Well, the economy is in pits. Every bank is sitting on the edge, and in an unenviable position waiting to spiral downwards. The problem is, it seems to be happening with alarming ease. Yes, the economy is in doldrums, to say the least. Well, that means, the Indian rupee should be gaining on the dollar right. But, contrary to that, there seems to be a reverse effect. The rupee is weakening by the day, and having fallen in the bracket of an NRI (you can use whichever acronym to suit your needs - Non Returning Indian, as in Swades, or Non Reliable Indian (as in monsoon wedding) doesn't make a difference to me, for me it is Never Rewarded Indian), there is always that selfish glint in my eye to see the dollar strengthening.
So, the common perception among the folks is, Oh, don't keep anything in the bank. Send everything back to India. This is the best period for you to take advantage of the dollar exchange. After all, you never know how long it is going to last. The dollar might go down any day.

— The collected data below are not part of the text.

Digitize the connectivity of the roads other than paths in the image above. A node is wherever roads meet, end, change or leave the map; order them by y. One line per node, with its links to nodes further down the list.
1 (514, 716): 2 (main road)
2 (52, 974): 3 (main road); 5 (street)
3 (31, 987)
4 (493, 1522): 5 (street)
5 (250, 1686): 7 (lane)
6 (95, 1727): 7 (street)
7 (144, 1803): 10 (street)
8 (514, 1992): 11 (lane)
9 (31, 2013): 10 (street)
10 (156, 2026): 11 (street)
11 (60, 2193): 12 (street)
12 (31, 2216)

With the American banks falling in line everyday, you might not get your money back.
Another of those common statements, Do one thing! Why don't you buy an independent house in Bangalore? This is the best time to buy a land or a house. Invest all your money on the site.
All good so far, but what I really don't understand is, how come the dollar tree never grows in my house. Send all the money back to India. It is difficult to explain to most of them that money in the bank is insured by FDIC up to 100,000$, and for me to reach that amount, even by the most optimistic estimates, would take me more than single digit years. Transfer all the money to India, huh? When is my next pay cheque? As for building a house in India, it requires more than the FDIC insured amount, and that means well more than a 100,000$. OK, you are actually talking to the wrong person!!!
I don't know whether a dollar is 45 rupees or 46 rupees, but I still spend the same 6$ to get a burrito bol from Chipotle or one of the local restaurants here. It doesn't really make a big difference as to whether the rupee has gone up by a few notches or not. Life is still dependent on the fortnightly cheques. But somehow there is one aspect of the dollar going up or down that leaves me with a terrible feeling. It is always such that, when you are taking a loan from India, the dollar is perched at the top. But when you have to return that money, you can be rest assured that the dollar would have fallen from the top. It would have hit the depths. There would be the usual cliches - surging Indian economy, falling inflation, NASDAQ is doing great, the SENSEX hitting never before heard values and what not. You are paying your loan back at the worst possible rate. You just sigh, because you have to return at least a few thousand dollars more to get back to ground zero. And then magically, somehow everything hits a spiral, including the rupee, and now certainly you start to think, "Rupee is at an all time low against the dollar. Looks like God definitely has some plans for me. I am sure that it is a matter of time before I take a loan!!!"